UN findings come a day after Colombian President Gustavo Petro called for a new approach to combat drug trafficking.
Colombia has set a new record for the cultivation of the coca leaf, which is used to manufacture cocaine, a United Nations report has found.
The UN Office on Drugs and Crime (UNODC) said on Monday that 230,000 hectares (568,340 acres) of land were planted with coca last year across the South American nation – a 13 percent increase from 2021.
Potential cocaine output also rose 24 percent to about 1.73 million kilogrammes (1,730 tonnes), the office found.
These were the highest numbers since the UN began monitoring in 2001.

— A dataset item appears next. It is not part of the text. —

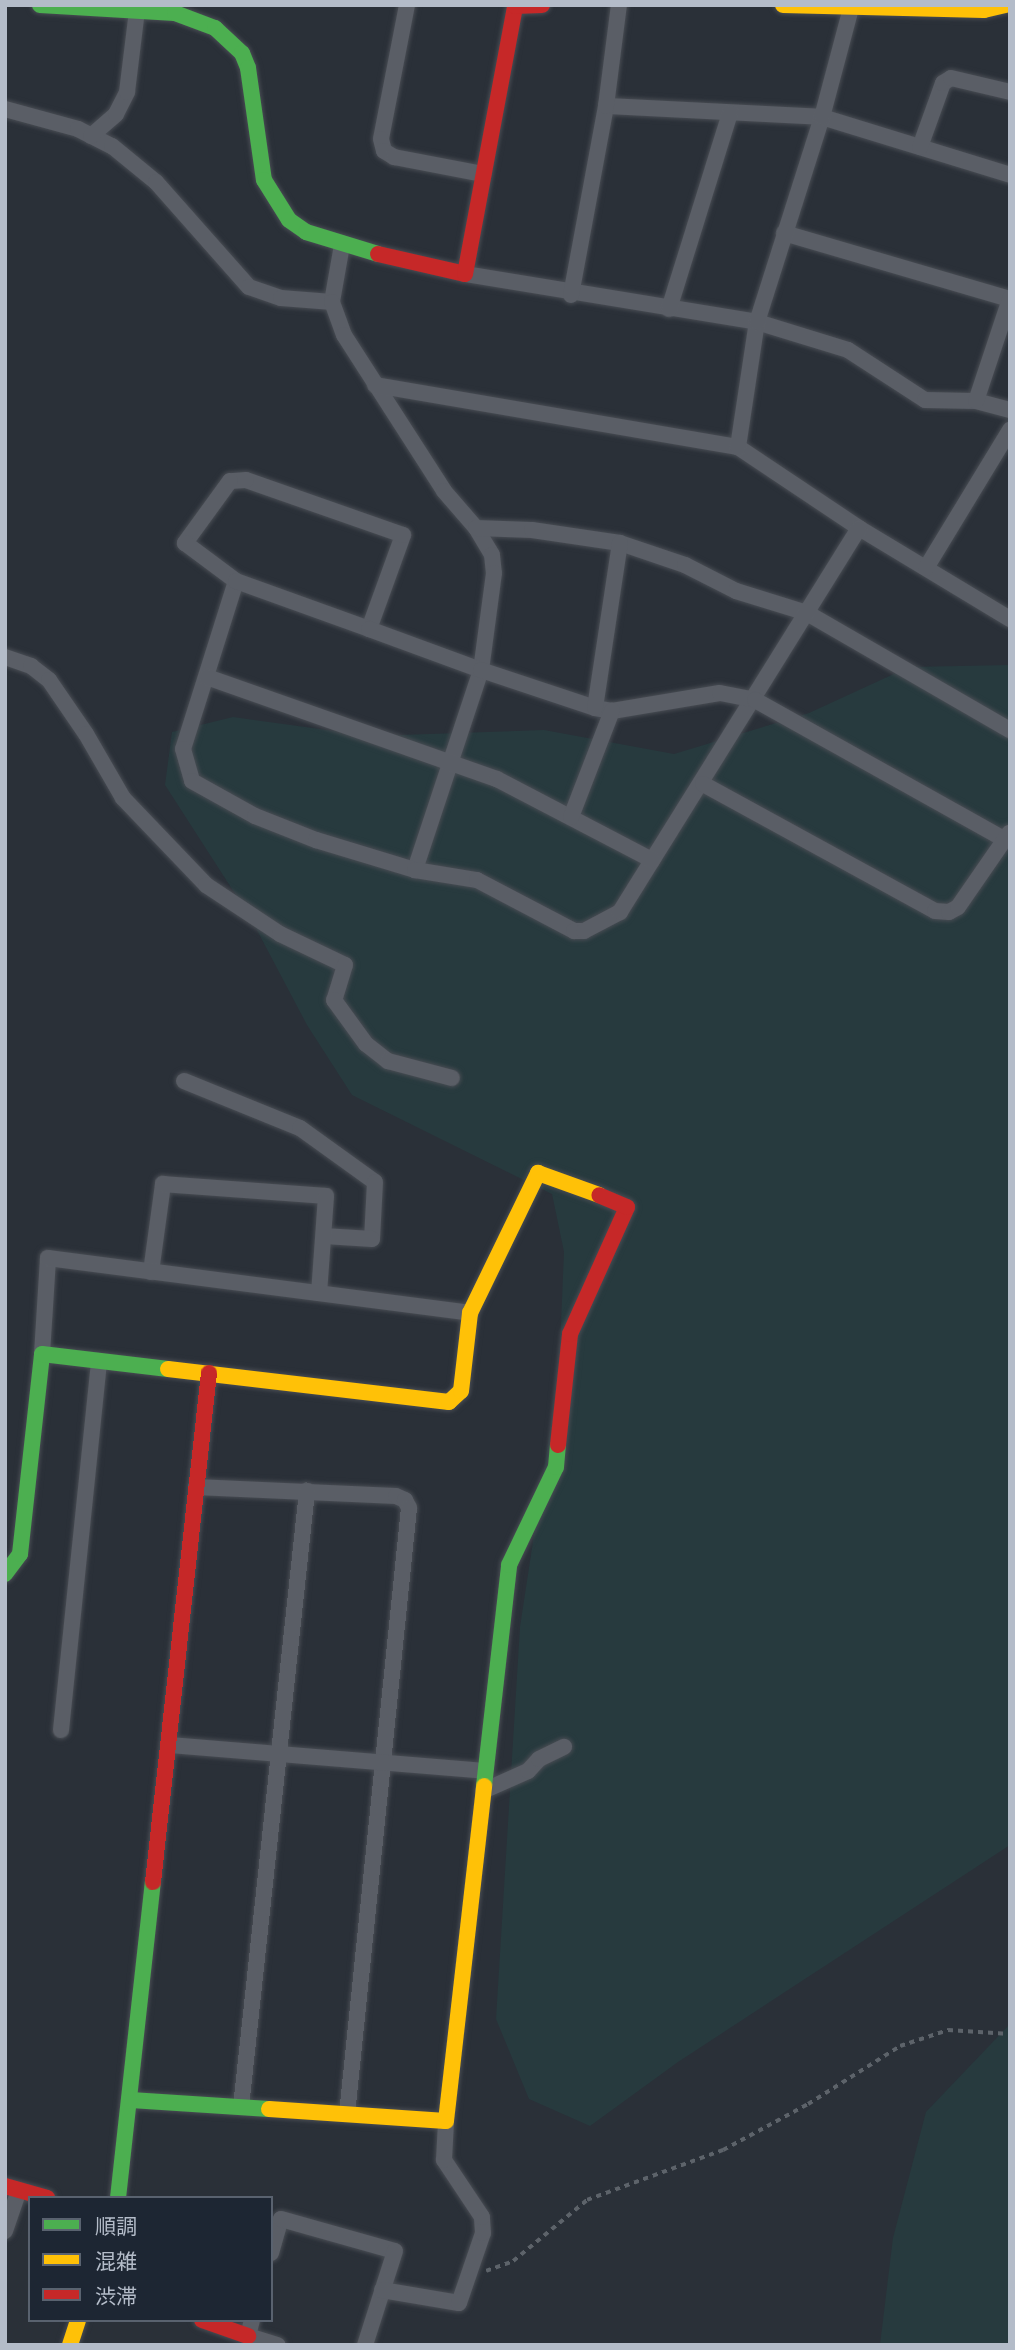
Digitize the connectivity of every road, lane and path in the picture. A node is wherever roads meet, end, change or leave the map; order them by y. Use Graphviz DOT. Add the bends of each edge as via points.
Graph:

“It is worrying that each year there is an increase in coca crops in the country,” UNODC’s regional director, Candice Welsch, said during a presentation of the report.
Colombia has long been the world’s biggest producer of cocaine, a highly addictive drug that is illegal in most countries, and it has faced pressure, notably from the United States, to crack down on production.
But government efforts to get farmers to move away from illegal coca crops have faced a series of challenges, including a lack of promised subsidies and other incentives. Many poor Colombians involved in coca farming say they have no other choice.
Colombian President Gustavo Petro, who has called the war on drugs “irrational”, has proposed regulating narcotics, expanding voluntary crop substitution programmes, focusing enforcement on drug gang leadership and increasing social funding in production areas.
Most recently, on Saturday, Petro called for an alliance between Latin American countries to bring a unified voice to the fight against drug trafficking.
He proposed recognising drug consumption as a public health problem instead of confronting it with what he called a “failed” militarised approach.
“What I propose is to have a different and unified voice that defends our society, our future and our history and stops repeating a failed discourse,” Petro said in a speech to close the Latin American and Caribbean Conference on Drugs, held in the Colombian city of Cali.
“It is time to rebuild hope and not repeat the bloody and ferocious wars, the ill-named ‘war on drugs’, viewing drugs as a military problem and not as a health problem for society.”
According to Monday’s UN report, nearly two-thirds of Colombia’s coca crops are grown in the southern departments of Narino and Putumayo, bordering Ecuador – itself battling a scourge of drug gang-related violence – and in North Santander on the border with Venezuela.
Around half of Colombia’s drug crops are found in Indigenous reserves, forest reserves and natural parks, according to the report.
Much of the sector is controlled by armed groups, including those led by left-wing fighters, right-wing paramilitaries or drug cartels.
The Colombian government has said it is set to adopt a new drug policy soon aimed at dismantling criminal organisations with the least possible harm to poor, rural producers.